Bewegung und Entspannung zur Verbesserung der Lebenserwartung des Patienten

"Die Heterogenität des Tumors ist ein großes Hindernis bei der Behandlung. Diese Ergebnisse unterstreichen die Bedeutung des Stressmanagements bei Patienten, insbesondere bei Patienten mit dreifach negativem Brustkrebs ", sagte Professor Bentires-Alj, der die Studie leitete. In der Tat wird der Tumor mit fortschreitender Krankheit vielfältiger und der Unterschied zwischen Krebszellen kann zu einer unzureichenden Behandlung führen. "Moderate Übungen und Entspannungstechniken erhöhen die Lebensqualität und die Lebenserwartung des Patienten. Das ist bewiesen ", erinnert er sich auch.

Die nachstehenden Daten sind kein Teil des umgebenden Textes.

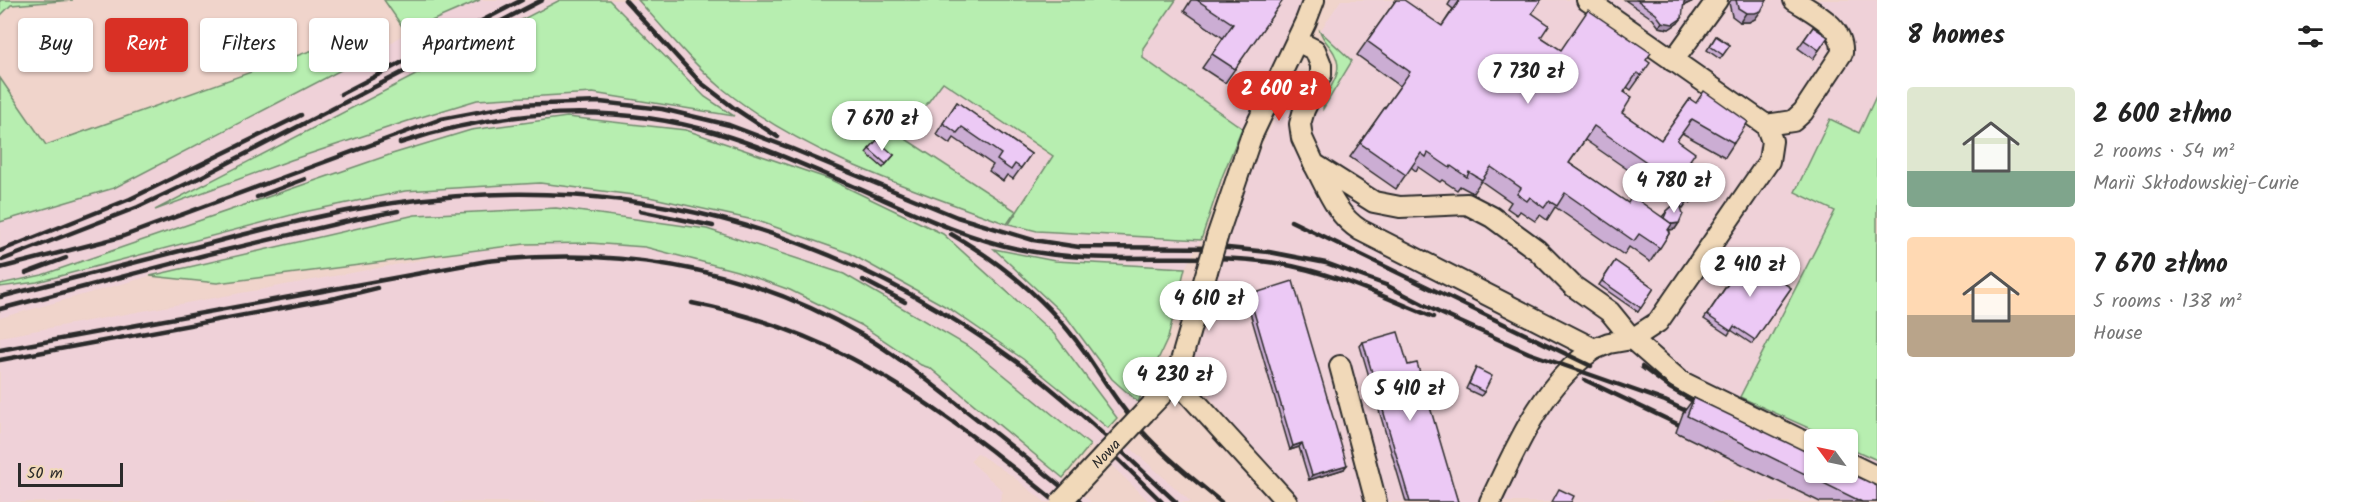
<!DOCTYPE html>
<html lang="en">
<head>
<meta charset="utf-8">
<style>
	body { margin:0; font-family:Kalam,sans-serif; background:#f2f2f2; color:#222; height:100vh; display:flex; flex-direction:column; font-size:22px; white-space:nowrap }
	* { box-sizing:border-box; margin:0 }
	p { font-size:20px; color:#767676 }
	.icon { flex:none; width:33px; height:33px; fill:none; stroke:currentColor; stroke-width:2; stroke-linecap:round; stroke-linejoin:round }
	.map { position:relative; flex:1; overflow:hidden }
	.sheet { display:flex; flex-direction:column; background:#fff; width:480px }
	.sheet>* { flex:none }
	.banner { position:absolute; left:18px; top:18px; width:570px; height:54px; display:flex; gap:12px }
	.needle { width:39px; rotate:303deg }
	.buttons { position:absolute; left:1804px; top:429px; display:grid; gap:12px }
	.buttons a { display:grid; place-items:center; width:54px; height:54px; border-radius:6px; background:#fff; box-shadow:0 2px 4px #0004; font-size:30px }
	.scale { position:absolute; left:18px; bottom:15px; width:105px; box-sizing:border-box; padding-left:6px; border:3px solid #2b2b2b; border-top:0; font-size:16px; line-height:21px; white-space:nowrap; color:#2b2b2b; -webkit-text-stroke:4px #f1d9b9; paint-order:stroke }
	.price { position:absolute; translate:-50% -51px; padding:0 14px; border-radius:21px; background:#fff; color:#222; font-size:20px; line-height:39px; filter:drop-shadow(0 2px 3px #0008) }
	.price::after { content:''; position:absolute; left:50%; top:36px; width:18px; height:14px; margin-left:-9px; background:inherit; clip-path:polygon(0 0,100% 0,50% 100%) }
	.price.selected { background:#d93025; color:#fff }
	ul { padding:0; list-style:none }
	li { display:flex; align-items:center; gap:18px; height:150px; padding:0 30px }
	li span { display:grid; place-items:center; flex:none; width:168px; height:120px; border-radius:6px; color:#555 }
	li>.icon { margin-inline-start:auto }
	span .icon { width:72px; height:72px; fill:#fffc; stroke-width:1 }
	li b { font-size:26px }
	h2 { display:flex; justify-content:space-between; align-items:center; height:72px; padding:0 30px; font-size:26px }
	.pill { padding:0 21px; border-radius:6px; background:#fff; box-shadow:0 2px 4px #0004; font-size:21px; line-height:54px }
	.pill.selected { background:#d93025; color:#fff }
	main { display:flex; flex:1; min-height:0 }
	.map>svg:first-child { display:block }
</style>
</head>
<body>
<main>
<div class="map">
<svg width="1877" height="502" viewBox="0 0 1877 502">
	<rect width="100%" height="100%" fill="#f0d4cb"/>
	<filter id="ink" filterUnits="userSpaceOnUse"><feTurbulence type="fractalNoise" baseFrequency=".0167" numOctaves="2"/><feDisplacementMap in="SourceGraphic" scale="12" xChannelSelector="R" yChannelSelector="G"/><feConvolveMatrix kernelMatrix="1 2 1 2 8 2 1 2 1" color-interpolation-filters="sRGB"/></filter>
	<g filter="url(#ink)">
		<!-- built -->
		<g fill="#efd1d8">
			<path d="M480,0H560L161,208L291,160L408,121L477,100L593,93L732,116L705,97L609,0H637L675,41L723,89L769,120L809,143L879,177L1007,224L1037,231L1201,240L1185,268L1055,261L995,249L1068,319L1112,379L1138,402L1117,418L1054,334L943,234L392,154L42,275L0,284V222L114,188L387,46L406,32Z"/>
			<path d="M1176,0H1301L1299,11L1242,128L1143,58V48Z"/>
			<path d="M1341,0H1877V94L1859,133L1830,120L1796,192L1836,211L1740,396L1833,439L1815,440V472H1848V447L1877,460V502H1299L1295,498L1211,399L1191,360L1250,171L1287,93L1323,109L1352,60L1320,31Z"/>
			<path d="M943,82L1052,157L1016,210L879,121L885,112L902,119L913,118L920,114Z"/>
			<path d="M540,182L649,197L758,221L849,253L950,309L1023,359L1108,428L1191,502H1150L1090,445L971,348L556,208L415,215L150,276L0,318V287L37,282L299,213L405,191Z"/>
			<path d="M558,243L645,247L691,258L762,280L826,307L878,335L921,365L930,368L1091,502H1045L1011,475L977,453L970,461L1003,491L999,502H0V337L471,251Z"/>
		</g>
		<!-- green -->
		<g fill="#b7eeb0" stroke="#718c6e" stroke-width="1.5">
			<path d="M0,0H73L11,5L0,16Z"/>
			<path d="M384,0H480L406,32Z"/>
			<path d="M560,0H609L705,97L734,116L593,93L477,100L408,121L291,160L155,210Z"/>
			<path d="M638,0H1176L1143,48V58L1242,128L1222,177L1201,240L1037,231L1009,224L1053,156L943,82C926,103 917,130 884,111L878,121L1016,211L1007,224C909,188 805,155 723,89C692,63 665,30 638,0Z"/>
			<path d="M1320,31L1352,61L1323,109C1322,91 1346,77 1335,55C1331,46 1323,41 1320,31Z"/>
			<path d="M387,46L114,188L0,222V78L46,145L310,51Z"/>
			<path d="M1877,94V460L1848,447V440L1833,439L1740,397L1835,211L1795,192L1830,119L1859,133Z"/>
			<path d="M567,117L686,130L829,179L943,234L1054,334L1117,418L1108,428L1023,359L950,309L849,253L758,221L649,197L540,183L405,191L299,213L37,282L0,287V284L42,275L392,154L471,130Z"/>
			<path d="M556,208L707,229L844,274L971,348L1090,445L1063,478L930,368L921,365L861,325L790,290L737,271L645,247L590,243L525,244L217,283L150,276L415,215Z"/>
			<path d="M994,249L1055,261L1185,268L1168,338L1138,402L1112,379L1068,319Z"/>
		</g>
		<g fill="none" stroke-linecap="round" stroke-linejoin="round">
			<defs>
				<g id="minor">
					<path d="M1587,0L1766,125"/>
					<path d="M1297,41L1315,50L1321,65V75L1304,110L1300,124L1302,138L1314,164L1374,202L1400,207L1467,204L1492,217L1537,250L1573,286L1610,312L1632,339L1680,381L1815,447"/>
					<path d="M1673,61L1717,0"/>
					<path d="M1314,164C1327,188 1336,215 1360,230L1594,349L1609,343L1632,339L1658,322L1769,161L1772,141L1766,125L1793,121L1803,112L1842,53C1844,26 1814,13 1794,0"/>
					<path d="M1217,237L1251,137L1306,21L1314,0"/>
					<path d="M1340,366L1376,502"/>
					<path d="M1174,378L1287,502"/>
					<path d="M1144,413L1167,389L1179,368L1207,271"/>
					<path d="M1848,463L1877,477"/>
					<path d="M1490,502C1517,446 1541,386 1594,349"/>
				</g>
			</defs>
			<!-- minor casing -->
			<use href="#minor" stroke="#2b2b2b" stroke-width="24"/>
			<!-- minor -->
			<use href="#minor" stroke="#f1d9b9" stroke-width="20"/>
			<!-- rail -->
			<g stroke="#2b2b2b" stroke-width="4.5">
				<path d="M625,0L700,82L734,108L778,137"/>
				<path d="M341,94L522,0"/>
				<path d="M400,143C503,109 612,102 717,133C764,147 808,167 853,186C906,209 961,237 1018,249C1103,267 1190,250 1276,263C1336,273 1378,295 1433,317"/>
				<path d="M257,197L305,179"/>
				<path d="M640,211L713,226"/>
				<path d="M1291,221L1591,366"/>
				<path d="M951,234C1002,263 1050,303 1084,351C1104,380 1119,406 1143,432C1166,458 1195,480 1221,502"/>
				<path d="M0,251L130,199L301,115"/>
				<path d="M2,260L138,207L201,177L542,0"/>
				<path d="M0,268L121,237L441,119L515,105L600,102L662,109L729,125L790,148L957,217L1033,240L1079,247L1228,248L1269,252L1326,263L1386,285L1438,312L1529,353L1665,401L1699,417"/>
				<path d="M26,273L66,258"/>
				<path d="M863,280L905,302"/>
				<path d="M0,297C71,279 141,261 211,243C271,227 332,212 393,203C624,170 829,225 1017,362C1074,404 1124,454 1176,502"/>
				<path d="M692,303C814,327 895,377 992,451C1013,468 1035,484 1056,502"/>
				<path d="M0,309L205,255L357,219L398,211"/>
				<path d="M0,350L487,261C620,246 747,267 864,336C898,356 928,381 959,405C1000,437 1040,469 1080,502"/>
				<path d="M0,360L336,298L377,288"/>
				<path d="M1642,367L1670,388L1707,409"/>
				<path d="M1585,380L1694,432"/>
				<path d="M1117,458L1162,502"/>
			</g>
			<defs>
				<g id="minor-bridge">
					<path d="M1207,271L1217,237"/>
					<path id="s1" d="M1061,502L1144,413"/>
				</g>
			</defs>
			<!-- minor-bridge casing -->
			<use href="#minor-bridge" stroke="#2b2b2b" stroke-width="24" stroke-linecap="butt"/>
			<!-- minor-bridge -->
			<use href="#minor-bridge" stroke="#f1d9b9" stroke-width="20"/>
		</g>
		<!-- wall -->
		<g fill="#cbadd3" stroke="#2b2b2b" stroke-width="1.5" fill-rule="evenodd">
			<path d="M1191,0H1283L1225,83L1202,68L1223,38L1184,11Z"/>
			<path d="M1396,0L1442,26L1453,9L1448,5L1451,0H1541L1532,13L1541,37L1560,50L1646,60L1641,76L1631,90L1627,87L1624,92L1622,113L1661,140L1690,99L1734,143L1725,157L1682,133L1677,140L1690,160L1711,174L1691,203L1688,201L1683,208L1681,207L1679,223L1675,229L1668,230L1670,232L1650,262L1629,247L1624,255L1555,207L1547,220L1540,215L1535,221L1520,211L1517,215L1507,208L1511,202L1481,181L1473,193L1460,186L1457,190L1442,180L1440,182L1418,167L1416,171L1411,167L1396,189L1350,157L1400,86L1357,55ZM1585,140L1676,203L1667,211L1662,217L1628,203L1569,163Z"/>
			<path d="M1625,0H1695L1683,6L1678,23L1669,29L1659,27L1653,19Z"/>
			<path d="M1731,0H1767L1755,19L1749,22H1740L1732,16L1729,3Z"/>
			<path d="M1813,27L1828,37L1813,59L1798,48Z"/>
			<path d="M1716,36L1730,45L1720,59L1707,50Z"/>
			<path d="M957,102L1031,154L1013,179L1007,175L1003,181L989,171L993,165L954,138L950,144L936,134Z"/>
			<path d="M869,149L894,155L883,168L866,153Z"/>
			<path d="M1750,251L1770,274L1791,288L1752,344L1731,330L1728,335L1704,319Z"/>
			<path d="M1615,261L1654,288L1638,312L1599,285Z"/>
			<path d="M1249,295L1344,469L1309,480L1299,447L1290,450L1246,299Z"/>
			<path d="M1363,342L1408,365L1458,502H1406L1360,346Z"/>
			<path d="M1476,368L1484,392L1481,396L1466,389Z"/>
			<path d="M1694,398L1877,502H1820L1676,432L1683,413Z"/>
		</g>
		<!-- shaded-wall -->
		<g fill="#a58dac" stroke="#2b2b2b" stroke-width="1.5">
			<path d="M1688,0H1695L1680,7L1684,2Z"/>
			<path d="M1761,11L1755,19L1749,22H1740L1746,13Z"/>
			<path d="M1682,18L1678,23L1669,29L1659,27L1662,22Z"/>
			<path d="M1679,223L1675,229L1657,232L1661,226Z"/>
			<path d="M1302,443L1299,447L1290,450L1293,446Z"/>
			<path d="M1347,465L1344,469L1309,480L1312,475Z"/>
		</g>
		<!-- building -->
		<g fill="#ecc9f5" stroke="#2b2b2b" stroke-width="1.5">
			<path d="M1197,0H1283L1235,69L1212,54L1233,24Z"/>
			<path d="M1396,0H1404L1442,26L1460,0H1541L1532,13L1549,25L1541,37L1561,50L1588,10L1651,53L1646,60L1650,63L1641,76L1637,73L1624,92L1632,97L1622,113L1661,140L1690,99L1696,103L1704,91L1748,122L1734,143L1692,119L1677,140L1695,153L1690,160L1711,174L1700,189L1698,187L1693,194L1594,126L1569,163L1628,203L1632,196L1672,224L1668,230L1670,232L1660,248L1639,234L1634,241L1565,193L1557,206L1549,201L1544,208L1530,197L1527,201L1517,194L1521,188L1491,167L1482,180L1469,172L1467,177L1451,166L1450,168L1428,153L1426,157L1421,153L1406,175L1360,143L1410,72L1367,41Z"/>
			<path d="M1637,0H1688L1684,2L1682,18L1673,24L1662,22L1656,14Z"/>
			<path d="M1736,0H1767L1761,11L1755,13H1746L1738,8Z"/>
			<path d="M1813,27L1828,37L1819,50L1804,40Z"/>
			<path d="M1716,36L1730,45L1723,55L1710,46Z"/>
			<path d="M957,102L1031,154L1021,168L1015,164L1011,170L997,160L1001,154L962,127L957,133L943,123Z"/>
			<path d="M877,140L894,155L886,164L869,149Z"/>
			<path d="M1679,200L1683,214L1679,223L1672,224L1664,218L1667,211Z"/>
			<path d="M1750,251L1774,268L1770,274L1791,288L1755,340L1734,326L1731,331L1707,315Z"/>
			<path d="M1615,261L1654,288L1641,308L1602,281Z"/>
			<path d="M1293,281L1347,465L1312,475L1302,443L1293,446L1249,295Z"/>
			<path d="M1398,332L1408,365L1417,363L1458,502H1410L1363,342Z"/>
			<path d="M1476,368L1492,376L1484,392L1469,384Z"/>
			<path d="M1694,398L1815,456V472H1848L1877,486V502H1862L1687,416Z"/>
			<path d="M1559,489L1574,496L1571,502H1552Z"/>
		</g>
	</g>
	<g text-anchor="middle" stroke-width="6" stroke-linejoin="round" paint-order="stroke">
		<!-- street labels -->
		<g font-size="15" fill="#2b2b2b" stroke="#f1d9b9">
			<text dy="5" stroke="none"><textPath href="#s1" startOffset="66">Nowa</textPath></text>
		</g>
	</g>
</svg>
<div class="buttons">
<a><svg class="needle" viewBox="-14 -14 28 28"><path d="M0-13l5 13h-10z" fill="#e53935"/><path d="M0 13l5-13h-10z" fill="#767676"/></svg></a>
</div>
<div class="scale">50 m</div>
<b class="price" style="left:1528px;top:105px">7 730 zł</b>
<b class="price selected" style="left:1279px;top:122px">2 600 zł</b>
<b class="price" style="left:882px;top:152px">7 670 zł</b>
<b class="price" style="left:1674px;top:214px">4 780 zł</b>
<b class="price" style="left:1750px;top:298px">2 410 zł</b>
<b class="price" style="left:1209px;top:332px">4 610 zł</b>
<b class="price" style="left:1175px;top:408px">4 230 zł</b>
<b class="price" style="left:1410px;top:422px">5 410 zł</b>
<div class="banner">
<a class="pill">Buy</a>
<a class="pill selected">Rent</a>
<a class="pill">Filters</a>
<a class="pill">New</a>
<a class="pill">Apartment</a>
</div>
</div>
<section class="sheet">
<h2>8 homes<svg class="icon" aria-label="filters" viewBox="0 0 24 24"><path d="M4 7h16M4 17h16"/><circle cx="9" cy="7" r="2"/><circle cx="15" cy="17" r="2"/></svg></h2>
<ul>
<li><span style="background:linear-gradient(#dfe7d0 70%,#7fa58c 0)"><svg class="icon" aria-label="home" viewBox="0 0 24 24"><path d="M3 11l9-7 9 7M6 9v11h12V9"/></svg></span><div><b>2 600 zł/mo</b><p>2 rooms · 54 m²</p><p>Marii Skłodowskiej-Curie</p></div></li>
<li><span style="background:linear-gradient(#ffd9b3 65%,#b9a48a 0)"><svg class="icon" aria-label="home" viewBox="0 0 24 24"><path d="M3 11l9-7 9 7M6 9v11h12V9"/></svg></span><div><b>7 670 zł/mo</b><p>5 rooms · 138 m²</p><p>House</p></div></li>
</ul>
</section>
</main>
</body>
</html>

Brustkrebs wird bei Frauen am häufigsten diagnostiziert. In 2017 wurden in Frankreich fast neue Fälle von 60 000 diagnostiziert. Im selben Jahr verursachte die Krankheit 12 000 Todesfälle. Allerdings ist die Sterblichkeitsrate in den 15-Jahren aufgrund eines besseren Screenings und wirksamerer Therapien stark zurückgegangen. Heute variiert die 5-Jahres-Überlebensrate nach der Diagnose je nach Alter und Krebsart zwischen 80 und 90%. Wenn jedoch die meisten Tumore durch sehr genaue Behandlungen ausgerottet werden, leiden 15% der Patienten an dreifach negativem Brustkrebs, dh ohne einen bekannten Marker auf der Oberfläche von Krebszellen, der wahrscheinlich auf eine bekannte gezielte Therapie anspricht.

"Die betroffenen Frauen sind oft jünger als der Durchschnitt. In einigen Fällen handelt es sich um eine erbliche Form von Brustkrebs mit einer genetischen Mutation ", erklärt Pr Martine Piccart, internationale Spezialistin für Brustkrebs auf der Website des Institute Curie. "Die Dringlichkeit besteht heute darin, Behandlungen zu finden, die für diese Frauen geeignet sind. Hope ist da, und viele Protokolle konzentrieren sich heute auf diese Tumore, einschließlich der Immuntherapie", betont sie es. Es ist daher wichtig, dass die Forscher ihr Verständnis von dreifach negativen Krebsarten vertiefen. Hoffen wir, dass die Entdeckungen der Universität Basel neue Behandlungsmöglichkeiten für diese Art von Tumor eröffnen können.